Conor Sweeney, a spokesman for the congressman, pointed out that Ryan told The Weekly Standard in April that he didn't "have a problem" with allowing those under 55 to remain on traditional Medicare should they choose to do so. While he's presented his budget as financial solace for an entitlement program going bankrupt, Ryan added that allowing the choices wouldn't necessarily mitigate its "budgetary effect."

Yet when Ryan offered a similar variation of that response on Thursday, Democrats accused him of running away from the budget he authored.

"Republicans are not fooling anyone," said Nadeam Elshami, a spokesman for House Minority Leader Nancy Pelosi (D-Calif.). "They voted to end Medicare and now they can’t take the heat.
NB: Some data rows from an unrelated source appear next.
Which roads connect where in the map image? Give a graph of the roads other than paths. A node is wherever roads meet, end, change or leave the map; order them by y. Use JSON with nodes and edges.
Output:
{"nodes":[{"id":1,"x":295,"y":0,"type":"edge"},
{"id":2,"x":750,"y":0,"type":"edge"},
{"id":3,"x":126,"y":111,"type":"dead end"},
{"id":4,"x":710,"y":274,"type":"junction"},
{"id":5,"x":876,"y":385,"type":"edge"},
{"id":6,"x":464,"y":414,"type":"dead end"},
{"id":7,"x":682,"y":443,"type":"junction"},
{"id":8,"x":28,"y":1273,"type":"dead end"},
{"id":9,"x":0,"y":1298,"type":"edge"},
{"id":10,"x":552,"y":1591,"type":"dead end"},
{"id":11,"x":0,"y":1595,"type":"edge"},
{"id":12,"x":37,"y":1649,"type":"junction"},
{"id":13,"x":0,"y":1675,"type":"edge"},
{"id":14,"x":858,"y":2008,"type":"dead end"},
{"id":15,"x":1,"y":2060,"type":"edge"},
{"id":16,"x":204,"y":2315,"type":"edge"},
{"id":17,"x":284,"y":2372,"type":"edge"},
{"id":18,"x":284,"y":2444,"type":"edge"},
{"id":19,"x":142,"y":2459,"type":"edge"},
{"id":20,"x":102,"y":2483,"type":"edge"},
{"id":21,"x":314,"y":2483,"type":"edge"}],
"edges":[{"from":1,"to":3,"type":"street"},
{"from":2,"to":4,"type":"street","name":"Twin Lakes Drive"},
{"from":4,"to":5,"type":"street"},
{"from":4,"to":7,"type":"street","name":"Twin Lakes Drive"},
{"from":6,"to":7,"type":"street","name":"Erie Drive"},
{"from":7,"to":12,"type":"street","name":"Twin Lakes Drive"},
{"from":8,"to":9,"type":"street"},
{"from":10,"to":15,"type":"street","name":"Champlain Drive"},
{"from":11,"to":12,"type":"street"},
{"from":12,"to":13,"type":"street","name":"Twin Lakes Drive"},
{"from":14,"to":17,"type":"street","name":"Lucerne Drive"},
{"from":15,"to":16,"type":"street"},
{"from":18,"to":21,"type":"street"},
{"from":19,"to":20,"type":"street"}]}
The only plan is called Medicare and we must strengthen it, not weaken it. What you’re hearing now is a lead balloon crashing to the ground."

It is a telling illustration of how politically advantageous Democrats believe Ryan's Medicare plan could be for them -- even as he tacks away from it, they refuse to acknowledge his flexibility. In reality, however, the aggrieved party here should be Ryan's fellow Republicans.

Former House Speaker Newt Gingrich took a near presidential campaign-ending amount of heat for suggesting that Ryan's proposal went too far and should be made optional. His rhetoric, of course, was part of the problem (Gingrich called it "radical" and "right-wing social engineering") but his principle is one that even Ryan himself has endorsed. And now, as one Republican operative complained to The Huffington Post, every GOP member in Congress is being forced to defend Ryan's plan even though he himself seems fine with it being a starting point -- not the end product -- of negotiations.

"Even Ryan seems to think that this was the beginning of a discussion," said the operative, who asked to remain nameless for fear of political retaliation. "It is pretty bizarre, maybe even suicidal, to take a brain storming idea and make it a litmus test."